What this task involves. Read through the listing, and wherever a line holds the word "absolute", return it.
▬▬▬▬▬▬▬▬▬▬
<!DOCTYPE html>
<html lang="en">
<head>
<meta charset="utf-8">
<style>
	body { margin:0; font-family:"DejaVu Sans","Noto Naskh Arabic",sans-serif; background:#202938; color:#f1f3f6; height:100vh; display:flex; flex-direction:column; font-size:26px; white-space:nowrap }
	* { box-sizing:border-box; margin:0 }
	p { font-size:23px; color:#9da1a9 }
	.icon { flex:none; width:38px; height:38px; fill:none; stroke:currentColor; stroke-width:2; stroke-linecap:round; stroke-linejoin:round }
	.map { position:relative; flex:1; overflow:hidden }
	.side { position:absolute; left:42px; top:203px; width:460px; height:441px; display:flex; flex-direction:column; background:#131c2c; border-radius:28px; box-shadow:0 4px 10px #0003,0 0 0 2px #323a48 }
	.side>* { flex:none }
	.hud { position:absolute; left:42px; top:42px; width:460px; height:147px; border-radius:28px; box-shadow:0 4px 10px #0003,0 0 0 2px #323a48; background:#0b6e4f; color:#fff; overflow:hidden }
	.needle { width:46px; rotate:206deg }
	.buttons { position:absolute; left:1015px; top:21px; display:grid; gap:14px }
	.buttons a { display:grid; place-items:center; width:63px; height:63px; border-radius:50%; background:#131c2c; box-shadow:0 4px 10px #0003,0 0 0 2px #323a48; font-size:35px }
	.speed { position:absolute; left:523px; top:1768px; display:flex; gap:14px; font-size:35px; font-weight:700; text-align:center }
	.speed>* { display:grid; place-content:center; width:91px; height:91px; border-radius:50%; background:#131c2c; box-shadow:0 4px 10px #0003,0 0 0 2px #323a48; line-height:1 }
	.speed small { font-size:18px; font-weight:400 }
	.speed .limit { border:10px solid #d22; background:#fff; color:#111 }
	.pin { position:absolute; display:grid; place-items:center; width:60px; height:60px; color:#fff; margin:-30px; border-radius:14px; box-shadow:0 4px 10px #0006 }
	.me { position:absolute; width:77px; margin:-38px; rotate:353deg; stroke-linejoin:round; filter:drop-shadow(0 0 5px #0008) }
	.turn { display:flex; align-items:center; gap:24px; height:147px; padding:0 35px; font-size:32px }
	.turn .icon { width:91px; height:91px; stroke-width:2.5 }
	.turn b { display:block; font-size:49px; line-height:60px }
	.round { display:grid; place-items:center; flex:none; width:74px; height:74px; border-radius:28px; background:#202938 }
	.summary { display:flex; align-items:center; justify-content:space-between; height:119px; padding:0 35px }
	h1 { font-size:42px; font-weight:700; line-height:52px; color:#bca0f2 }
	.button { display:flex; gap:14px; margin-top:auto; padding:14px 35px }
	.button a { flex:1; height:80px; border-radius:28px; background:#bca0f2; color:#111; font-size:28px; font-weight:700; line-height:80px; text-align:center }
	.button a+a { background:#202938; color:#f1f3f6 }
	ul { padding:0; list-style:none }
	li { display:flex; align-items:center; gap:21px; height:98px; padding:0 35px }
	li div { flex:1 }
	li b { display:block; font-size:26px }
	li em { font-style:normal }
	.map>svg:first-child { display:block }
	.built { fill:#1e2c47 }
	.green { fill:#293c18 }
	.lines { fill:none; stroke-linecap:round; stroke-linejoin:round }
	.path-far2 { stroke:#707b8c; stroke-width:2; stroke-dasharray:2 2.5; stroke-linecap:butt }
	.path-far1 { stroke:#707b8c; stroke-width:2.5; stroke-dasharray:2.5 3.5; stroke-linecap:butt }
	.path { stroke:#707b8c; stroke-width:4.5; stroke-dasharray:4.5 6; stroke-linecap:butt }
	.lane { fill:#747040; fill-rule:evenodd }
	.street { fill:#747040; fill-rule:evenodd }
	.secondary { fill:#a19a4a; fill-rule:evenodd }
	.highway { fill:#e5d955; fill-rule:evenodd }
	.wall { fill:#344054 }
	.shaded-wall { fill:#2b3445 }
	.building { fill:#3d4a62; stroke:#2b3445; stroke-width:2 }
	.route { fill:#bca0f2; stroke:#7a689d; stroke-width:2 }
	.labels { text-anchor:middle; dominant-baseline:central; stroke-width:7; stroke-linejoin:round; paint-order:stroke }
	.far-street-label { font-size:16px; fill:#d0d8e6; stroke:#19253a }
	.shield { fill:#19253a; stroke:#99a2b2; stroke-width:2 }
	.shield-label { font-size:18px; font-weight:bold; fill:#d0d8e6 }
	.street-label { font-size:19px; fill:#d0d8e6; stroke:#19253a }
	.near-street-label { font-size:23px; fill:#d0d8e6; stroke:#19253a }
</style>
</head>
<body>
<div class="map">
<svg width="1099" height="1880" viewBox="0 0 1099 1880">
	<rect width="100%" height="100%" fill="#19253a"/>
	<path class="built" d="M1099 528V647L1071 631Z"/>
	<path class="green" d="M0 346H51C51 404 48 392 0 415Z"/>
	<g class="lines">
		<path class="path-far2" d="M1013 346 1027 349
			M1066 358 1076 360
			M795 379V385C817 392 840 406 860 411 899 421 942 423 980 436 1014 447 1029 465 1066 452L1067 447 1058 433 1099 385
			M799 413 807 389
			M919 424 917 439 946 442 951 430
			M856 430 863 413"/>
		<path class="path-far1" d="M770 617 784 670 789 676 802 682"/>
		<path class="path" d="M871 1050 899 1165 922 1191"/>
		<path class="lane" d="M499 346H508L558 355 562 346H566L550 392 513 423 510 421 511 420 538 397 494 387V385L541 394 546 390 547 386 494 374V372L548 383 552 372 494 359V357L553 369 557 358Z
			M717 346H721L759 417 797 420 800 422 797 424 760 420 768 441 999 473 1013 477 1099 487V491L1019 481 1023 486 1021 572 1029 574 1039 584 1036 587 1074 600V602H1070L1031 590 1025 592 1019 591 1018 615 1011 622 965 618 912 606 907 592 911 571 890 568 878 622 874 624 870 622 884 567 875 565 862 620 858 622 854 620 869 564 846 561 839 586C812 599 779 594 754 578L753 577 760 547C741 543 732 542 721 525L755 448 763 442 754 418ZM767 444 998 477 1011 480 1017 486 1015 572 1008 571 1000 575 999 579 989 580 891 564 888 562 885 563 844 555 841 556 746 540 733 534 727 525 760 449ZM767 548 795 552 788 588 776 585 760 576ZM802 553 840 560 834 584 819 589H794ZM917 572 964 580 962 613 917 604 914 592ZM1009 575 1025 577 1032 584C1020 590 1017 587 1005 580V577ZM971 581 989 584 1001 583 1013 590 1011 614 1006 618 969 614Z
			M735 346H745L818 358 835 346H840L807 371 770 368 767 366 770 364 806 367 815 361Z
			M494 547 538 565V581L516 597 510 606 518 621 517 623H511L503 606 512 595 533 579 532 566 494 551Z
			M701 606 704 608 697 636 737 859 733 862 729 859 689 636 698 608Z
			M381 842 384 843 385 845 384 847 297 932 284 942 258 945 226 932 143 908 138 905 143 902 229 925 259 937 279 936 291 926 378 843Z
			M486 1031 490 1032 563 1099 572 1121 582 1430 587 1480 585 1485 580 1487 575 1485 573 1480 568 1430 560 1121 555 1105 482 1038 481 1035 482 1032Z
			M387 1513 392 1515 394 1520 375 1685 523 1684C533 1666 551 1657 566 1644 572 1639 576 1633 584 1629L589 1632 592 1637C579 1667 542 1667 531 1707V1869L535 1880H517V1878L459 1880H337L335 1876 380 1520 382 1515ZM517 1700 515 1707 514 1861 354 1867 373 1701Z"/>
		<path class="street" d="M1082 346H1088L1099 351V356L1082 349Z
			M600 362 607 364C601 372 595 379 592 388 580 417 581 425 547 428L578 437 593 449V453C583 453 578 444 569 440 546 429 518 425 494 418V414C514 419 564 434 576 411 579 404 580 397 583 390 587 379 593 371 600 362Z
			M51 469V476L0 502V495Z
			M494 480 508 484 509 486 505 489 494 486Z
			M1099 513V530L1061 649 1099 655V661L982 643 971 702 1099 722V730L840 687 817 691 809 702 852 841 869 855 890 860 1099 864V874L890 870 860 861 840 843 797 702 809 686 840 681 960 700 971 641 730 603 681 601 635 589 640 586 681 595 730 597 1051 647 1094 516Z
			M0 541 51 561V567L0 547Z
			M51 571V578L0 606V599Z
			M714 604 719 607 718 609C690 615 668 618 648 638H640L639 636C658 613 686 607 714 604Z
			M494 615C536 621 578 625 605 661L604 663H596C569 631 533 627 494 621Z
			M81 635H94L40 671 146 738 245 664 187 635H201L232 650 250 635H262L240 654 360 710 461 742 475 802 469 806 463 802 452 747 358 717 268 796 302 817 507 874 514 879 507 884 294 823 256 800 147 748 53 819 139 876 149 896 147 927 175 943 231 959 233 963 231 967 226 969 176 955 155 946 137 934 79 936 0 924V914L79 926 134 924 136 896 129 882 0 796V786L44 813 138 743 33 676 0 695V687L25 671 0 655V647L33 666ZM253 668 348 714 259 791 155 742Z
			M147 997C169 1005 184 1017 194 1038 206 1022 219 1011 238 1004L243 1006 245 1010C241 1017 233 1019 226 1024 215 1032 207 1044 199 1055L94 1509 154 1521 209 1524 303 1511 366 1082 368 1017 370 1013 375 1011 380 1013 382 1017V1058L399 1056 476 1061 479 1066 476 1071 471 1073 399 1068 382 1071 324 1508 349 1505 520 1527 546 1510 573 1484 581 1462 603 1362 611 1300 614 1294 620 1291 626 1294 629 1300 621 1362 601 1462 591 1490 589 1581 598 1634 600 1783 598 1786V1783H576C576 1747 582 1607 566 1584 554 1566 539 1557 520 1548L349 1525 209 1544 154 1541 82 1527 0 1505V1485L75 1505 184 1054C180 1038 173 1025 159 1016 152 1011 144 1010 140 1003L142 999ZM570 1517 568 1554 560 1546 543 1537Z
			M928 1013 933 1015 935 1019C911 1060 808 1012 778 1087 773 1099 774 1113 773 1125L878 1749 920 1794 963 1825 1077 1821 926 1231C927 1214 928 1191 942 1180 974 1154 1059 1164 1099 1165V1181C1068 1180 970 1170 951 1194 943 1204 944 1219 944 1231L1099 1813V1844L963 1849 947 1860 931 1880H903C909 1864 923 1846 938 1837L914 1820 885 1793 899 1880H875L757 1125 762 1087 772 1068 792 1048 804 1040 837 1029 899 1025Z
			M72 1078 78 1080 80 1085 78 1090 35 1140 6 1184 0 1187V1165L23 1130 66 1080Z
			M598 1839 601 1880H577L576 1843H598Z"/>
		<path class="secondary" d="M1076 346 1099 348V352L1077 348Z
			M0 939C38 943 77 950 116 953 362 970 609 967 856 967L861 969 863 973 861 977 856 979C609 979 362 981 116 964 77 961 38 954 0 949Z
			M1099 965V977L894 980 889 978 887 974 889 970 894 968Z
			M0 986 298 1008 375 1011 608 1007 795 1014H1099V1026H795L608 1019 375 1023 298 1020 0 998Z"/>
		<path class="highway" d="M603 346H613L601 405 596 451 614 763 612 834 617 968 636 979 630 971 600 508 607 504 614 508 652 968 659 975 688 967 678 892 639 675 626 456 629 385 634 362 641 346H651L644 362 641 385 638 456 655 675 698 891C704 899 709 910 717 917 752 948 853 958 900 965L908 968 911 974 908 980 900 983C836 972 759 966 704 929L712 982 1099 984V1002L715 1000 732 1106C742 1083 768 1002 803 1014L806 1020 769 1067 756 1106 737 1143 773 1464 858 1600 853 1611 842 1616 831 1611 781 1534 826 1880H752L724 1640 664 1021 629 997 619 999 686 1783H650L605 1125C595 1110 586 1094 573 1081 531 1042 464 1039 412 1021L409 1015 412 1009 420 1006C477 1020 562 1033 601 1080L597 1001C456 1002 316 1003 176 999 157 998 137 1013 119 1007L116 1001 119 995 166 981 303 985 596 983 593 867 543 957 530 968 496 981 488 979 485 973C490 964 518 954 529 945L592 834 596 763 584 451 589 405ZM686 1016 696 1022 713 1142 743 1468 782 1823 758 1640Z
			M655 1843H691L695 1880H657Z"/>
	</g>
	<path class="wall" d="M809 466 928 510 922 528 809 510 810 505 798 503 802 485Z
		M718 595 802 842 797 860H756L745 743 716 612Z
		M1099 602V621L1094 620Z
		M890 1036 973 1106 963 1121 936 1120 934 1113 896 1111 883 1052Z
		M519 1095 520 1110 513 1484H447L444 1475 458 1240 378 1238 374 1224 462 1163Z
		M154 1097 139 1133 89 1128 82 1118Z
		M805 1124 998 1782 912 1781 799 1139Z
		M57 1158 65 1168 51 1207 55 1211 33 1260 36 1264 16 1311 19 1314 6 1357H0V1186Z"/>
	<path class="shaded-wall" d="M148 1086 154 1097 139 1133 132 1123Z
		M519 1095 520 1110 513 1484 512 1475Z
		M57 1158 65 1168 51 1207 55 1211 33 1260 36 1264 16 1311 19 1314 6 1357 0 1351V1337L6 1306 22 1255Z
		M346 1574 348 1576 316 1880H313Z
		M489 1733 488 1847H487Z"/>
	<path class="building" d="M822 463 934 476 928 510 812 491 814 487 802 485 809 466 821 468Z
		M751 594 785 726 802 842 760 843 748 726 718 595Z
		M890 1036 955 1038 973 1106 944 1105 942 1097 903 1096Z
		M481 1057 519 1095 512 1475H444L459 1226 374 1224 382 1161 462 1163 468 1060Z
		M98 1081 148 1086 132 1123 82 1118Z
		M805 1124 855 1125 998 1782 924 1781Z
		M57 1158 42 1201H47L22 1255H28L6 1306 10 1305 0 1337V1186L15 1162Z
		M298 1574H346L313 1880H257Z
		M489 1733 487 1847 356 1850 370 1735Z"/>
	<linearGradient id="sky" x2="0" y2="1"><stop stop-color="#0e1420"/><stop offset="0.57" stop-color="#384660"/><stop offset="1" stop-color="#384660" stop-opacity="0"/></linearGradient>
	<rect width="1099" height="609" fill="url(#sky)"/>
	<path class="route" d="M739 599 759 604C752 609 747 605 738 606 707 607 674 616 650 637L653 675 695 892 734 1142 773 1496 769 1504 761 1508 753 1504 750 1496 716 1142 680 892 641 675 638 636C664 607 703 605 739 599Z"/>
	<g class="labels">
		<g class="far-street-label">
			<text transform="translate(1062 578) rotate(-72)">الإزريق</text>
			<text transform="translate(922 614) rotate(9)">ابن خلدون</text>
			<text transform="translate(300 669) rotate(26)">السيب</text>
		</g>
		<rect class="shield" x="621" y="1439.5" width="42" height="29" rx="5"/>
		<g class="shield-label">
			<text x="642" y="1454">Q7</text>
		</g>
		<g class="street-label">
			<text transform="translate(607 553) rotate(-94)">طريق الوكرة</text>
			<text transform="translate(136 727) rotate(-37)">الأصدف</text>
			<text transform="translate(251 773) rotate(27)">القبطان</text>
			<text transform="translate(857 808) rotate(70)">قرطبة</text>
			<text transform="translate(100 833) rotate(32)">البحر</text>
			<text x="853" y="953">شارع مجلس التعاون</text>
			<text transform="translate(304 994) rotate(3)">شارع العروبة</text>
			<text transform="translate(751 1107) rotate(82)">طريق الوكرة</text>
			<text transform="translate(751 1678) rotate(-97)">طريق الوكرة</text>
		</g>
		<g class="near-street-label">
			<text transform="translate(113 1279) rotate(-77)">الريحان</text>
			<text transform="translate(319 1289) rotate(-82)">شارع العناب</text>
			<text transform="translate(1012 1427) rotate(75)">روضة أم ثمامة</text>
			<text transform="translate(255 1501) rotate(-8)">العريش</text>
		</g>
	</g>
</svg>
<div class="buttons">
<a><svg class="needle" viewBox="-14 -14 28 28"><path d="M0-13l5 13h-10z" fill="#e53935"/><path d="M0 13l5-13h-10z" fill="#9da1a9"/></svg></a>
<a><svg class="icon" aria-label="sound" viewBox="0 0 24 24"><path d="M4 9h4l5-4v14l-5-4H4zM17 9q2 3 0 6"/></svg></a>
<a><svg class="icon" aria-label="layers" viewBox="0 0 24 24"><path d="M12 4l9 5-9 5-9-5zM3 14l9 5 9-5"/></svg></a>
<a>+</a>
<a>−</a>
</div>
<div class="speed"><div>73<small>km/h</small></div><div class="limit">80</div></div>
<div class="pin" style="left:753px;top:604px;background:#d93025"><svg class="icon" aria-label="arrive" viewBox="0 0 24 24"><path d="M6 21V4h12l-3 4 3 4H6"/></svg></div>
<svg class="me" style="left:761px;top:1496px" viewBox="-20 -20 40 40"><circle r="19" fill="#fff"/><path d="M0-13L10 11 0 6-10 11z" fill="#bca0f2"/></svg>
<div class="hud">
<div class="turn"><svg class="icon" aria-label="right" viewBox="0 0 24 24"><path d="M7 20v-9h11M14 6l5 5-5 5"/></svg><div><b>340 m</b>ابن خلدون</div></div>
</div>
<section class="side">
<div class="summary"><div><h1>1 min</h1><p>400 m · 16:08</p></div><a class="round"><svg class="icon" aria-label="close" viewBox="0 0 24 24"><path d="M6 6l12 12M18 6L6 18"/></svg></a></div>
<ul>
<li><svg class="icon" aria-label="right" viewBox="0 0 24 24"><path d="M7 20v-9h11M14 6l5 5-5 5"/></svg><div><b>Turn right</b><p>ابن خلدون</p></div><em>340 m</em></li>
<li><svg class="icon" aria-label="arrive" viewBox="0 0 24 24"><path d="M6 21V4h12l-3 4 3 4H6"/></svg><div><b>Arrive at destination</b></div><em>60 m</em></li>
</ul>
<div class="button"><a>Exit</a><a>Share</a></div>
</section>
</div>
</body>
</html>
▬▬▬▬▬▬▬▬▬▬
Output.
	.side { position:absolute; left:42px; top:203px; width:460px; height:441px; display:flex; flex-direction:column; background:#131c2c; border-radius:28px; box-shadow:0 4px 10px #0003,0 0 0 2px #323a48 }
	.hud { position:absolute; left:42px; top:42px; width:460px; height:147px; border-radius:28px; box-shadow:0 4px 10px #0003,0 0 0 2px #323a48; background:#0b6e4f; color:#fff; overflow:hidden }
	.buttons { position:absolute; left:1015px; top:21px; display:grid; gap:14px }
	.speed { position:absolute; left:523px; top:1768px; display:flex; gap:14px; font-size:35px; font-weight:700; text-align:center }
	.pin { position:absolute; display:grid; place-items:center; width:60px; height:60px; color:#fff; margin:-30px; border-radius:14px; box-shadow:0 4px 10px #0006 }
	.me { position:absolute; width:77px; margin:-38px; rotate:353deg; stroke-linejoin:round; filter:drop-shadow(0 0 5px #0008) }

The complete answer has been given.